▸ **Problem to solve**
What is needed here is every line of the records that includes "pinky".

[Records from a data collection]
- Opening Delimiter -
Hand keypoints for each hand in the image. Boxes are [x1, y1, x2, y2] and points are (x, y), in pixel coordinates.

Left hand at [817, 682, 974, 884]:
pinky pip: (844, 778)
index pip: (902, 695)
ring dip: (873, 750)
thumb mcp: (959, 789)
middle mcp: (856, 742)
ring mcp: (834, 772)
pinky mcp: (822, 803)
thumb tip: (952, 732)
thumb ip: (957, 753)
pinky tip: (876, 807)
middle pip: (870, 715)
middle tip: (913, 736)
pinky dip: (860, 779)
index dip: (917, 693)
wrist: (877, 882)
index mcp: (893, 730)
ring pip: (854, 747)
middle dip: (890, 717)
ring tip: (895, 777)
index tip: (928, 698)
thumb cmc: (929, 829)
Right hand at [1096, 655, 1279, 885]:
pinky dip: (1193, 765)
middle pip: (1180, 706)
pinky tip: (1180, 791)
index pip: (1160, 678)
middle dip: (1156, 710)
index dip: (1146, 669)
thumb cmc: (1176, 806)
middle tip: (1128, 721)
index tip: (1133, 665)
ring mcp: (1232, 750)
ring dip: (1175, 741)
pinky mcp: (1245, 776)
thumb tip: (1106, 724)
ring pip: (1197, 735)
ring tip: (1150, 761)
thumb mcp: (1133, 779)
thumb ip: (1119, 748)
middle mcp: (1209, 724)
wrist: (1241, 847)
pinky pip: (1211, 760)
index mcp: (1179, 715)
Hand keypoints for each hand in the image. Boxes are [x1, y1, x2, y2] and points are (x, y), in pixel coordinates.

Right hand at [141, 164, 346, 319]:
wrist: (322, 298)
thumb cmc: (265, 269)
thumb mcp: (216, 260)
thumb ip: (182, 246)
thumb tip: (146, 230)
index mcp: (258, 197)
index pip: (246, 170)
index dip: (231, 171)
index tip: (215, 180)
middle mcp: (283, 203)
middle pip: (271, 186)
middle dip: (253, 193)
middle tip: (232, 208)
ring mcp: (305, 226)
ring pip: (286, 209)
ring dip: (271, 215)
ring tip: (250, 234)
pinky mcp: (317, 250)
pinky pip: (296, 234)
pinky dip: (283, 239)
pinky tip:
- Closing Delimiter -
▸ **Task output**
pinky pip: (844, 778)
pinky mcp: (822, 803)
pinky tip: (876, 807)
pinky dip: (860, 779)
pinky dip: (1193, 765)
pinky tip: (1180, 791)
pinky mcp: (1245, 776)
pinky pip: (1211, 760)
pinky mcp: (317, 250)
pinky pip: (296, 234)
pinky dip: (283, 239)
pinky tip:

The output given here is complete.